U, Sec
La sélénocystéine (abréviations IUPAC-IUBMB : Sec et U) est un acide α-aminé non standard dont l'énantiomère L est l'un des 22 acides aminés protéinogènes, encodé sur les ARN messagers par le codon-stop opale UGA en présence d'une séquence d'insertion dite élément SECIS. Il s'agit d'un analogue sélénié de la cystéine qui entre dans la constitution de certaines enzymes de la classe des oxydoréductases, qu'on nomme sélénoprotéines. On dénombre actuellement trois gènes codant des sélénoprotéines chez E. coli. La tellurocystéine est un autre analogue de la cystéine, avec un atome de tellure à la place du sélénium.
Contrairement à la plupart des acides aminés non standards, qui n'appartiennent pas à la série des 20 acides aminés codés directement par le code génétique, la sélénocystéine n'est pas formée sur la protéine par modification post-traductionnelle d'acides aminés standards après la traduction de l'ARNm, mais est incorporée directement lors de la synthèse de la chaîne polypeptidique par le ribosome.
Un acide aminé comportant du sélénium a été isolé en 1941[3], identifié plus tard comme une méthylsélénocystéine[4]. En 1976, on démontre que cette dernière est le composant sélénié des sélénoprotéines[5].
Malgré son nom, la sélénocystéine dérive métaboliquement de la sérine, convertie en sélénocystéine alors que le résidu d'acide aminé est déjà lié à un ARN de transfert de sélénocystéine, noté ARNtSec. Structurellement, en revanche, elle est analogue à une molécule de cystéine dont on aurait remplacé l'atome de soufre par du sélénium, le groupe thiol étant remplacé par un groupe sélénol.
La formation du sélénocystéinyl-ARNtSec commence par l'estérification d'une molécule d'ARNtSec par une molécule de sérine sous l'action de la séryl-ARNt synthétase pour former le séryl-ARNtSec. Ce dernier est ensuite converti en sélénocystéinyl-ARNtSec par plusieurs enzymes.
Ces enzymes utilisent le sélénophosphate SePO33− comme donneur activé de sélénium, produit par la sélénophosphate synthase[9] à partir de séléniure Se2−.

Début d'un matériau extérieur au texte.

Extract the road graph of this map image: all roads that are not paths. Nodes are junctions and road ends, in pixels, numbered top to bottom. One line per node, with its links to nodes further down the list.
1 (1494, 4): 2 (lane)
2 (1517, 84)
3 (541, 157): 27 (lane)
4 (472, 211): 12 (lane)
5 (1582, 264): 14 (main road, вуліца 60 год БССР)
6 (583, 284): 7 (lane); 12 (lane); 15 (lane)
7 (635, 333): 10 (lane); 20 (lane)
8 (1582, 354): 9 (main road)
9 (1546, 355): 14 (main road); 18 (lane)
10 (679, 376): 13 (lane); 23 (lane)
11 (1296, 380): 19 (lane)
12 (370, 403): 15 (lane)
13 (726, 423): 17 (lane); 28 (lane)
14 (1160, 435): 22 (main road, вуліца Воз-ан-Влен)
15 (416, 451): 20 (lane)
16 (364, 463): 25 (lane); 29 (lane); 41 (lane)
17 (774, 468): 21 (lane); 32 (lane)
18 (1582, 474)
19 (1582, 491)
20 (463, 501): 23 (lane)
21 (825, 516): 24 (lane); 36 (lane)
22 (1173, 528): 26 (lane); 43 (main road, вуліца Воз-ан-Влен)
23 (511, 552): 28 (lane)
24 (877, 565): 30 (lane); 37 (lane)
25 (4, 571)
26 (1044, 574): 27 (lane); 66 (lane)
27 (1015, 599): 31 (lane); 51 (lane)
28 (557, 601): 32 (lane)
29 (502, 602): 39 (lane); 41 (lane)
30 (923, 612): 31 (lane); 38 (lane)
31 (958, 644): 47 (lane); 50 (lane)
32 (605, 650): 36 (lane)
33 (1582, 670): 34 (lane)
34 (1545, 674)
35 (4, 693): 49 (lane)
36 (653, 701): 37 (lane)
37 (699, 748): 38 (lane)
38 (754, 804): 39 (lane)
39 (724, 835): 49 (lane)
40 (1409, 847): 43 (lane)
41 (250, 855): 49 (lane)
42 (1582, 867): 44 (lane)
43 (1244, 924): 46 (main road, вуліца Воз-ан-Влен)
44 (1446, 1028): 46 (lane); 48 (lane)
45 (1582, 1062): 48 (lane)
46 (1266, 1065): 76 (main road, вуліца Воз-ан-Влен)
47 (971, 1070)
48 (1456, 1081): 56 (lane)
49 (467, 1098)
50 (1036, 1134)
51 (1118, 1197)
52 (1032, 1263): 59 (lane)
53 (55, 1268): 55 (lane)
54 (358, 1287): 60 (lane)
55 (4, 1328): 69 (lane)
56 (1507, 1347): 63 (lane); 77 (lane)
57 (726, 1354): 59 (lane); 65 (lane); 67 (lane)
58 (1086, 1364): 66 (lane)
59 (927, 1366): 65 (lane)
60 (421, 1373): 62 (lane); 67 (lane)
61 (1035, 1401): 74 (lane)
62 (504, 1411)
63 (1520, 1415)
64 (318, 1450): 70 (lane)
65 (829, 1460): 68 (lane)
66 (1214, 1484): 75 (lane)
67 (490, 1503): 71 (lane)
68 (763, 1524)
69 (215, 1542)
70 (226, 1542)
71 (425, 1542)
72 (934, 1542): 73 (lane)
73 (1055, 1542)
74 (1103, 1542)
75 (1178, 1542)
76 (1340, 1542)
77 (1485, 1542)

Des sélénocystéines sont incorporées dans plusieurs métalloenzymes, telles que la glutathion peroxydase, la thiorédoxine réductase, les iodothyronine désiodases (thyroxine 5'-désiodase et thyroxine 5-désiodase), la glycine réductase ou encore certaines formiate déshydrogénases et hydrogénases
Cette incorporation est un processus complexe, car il n'existe pas à proprement parler de codon spécifique pour cet acide aminé. Dans l'ARN messager, à la position correspondant à la sélénocystéine dans la protéine, on trouve un codon UGA, qui est normalement un codon-STOP (appelé « opale »), signal d'arrêt de la traduction. Il y a cependant un ARNt spécifique permettant l'incorporation de cet acide aminé dans la chaîne polypeptidique en formation, dont l'anticodon est complémentaire de UGA[10]. La discrimination entre le codon UGA codant la sélénocystéine du codon-STOP UGA nécessite un mécanisme spécifique :
Chez les bactéries, le système est composé du facteur protéique SelB, homologue au facteur d'élongation « classique » EF-Tu capable de reconnaître les 20 autres aminoacyl-ARNt. SelB est homologue à EF-Tu sur sa partie N-terminale et de ce fait est capable de lier le GTP, l'ARNt chargé et d'interagir avec le ribosome. Il possède de plus une extension C-terminale composée de quatre domaines en "winged-helix" se liant avec une très forte affinité (nM) à l'élément SECIS, une épingle-à-cheveux, ou « tige-boucle », dans l'ARNm située peu après le codon UGA. L'élément SECIS est composé d'une quarantaine de nucléotides de séquence variable mais dont certains éléments invariants et nécessaires à l'interaction avec SelB ont pu être mis en évidence.
Chez les eucaryotes et les archées, le mécanisme est légèrement différent. Chez les eucaryotes, deux protéines en complexe, mSelB et SBP2, jouent respectivement le rôle de facteur d'élongation et de liaison aux éléments SECIS. Ces derniers sont également différents en séquence et en taille des SECIS procaryotes, et se situent le plus souvent en 3' hors de la partie codante du gène.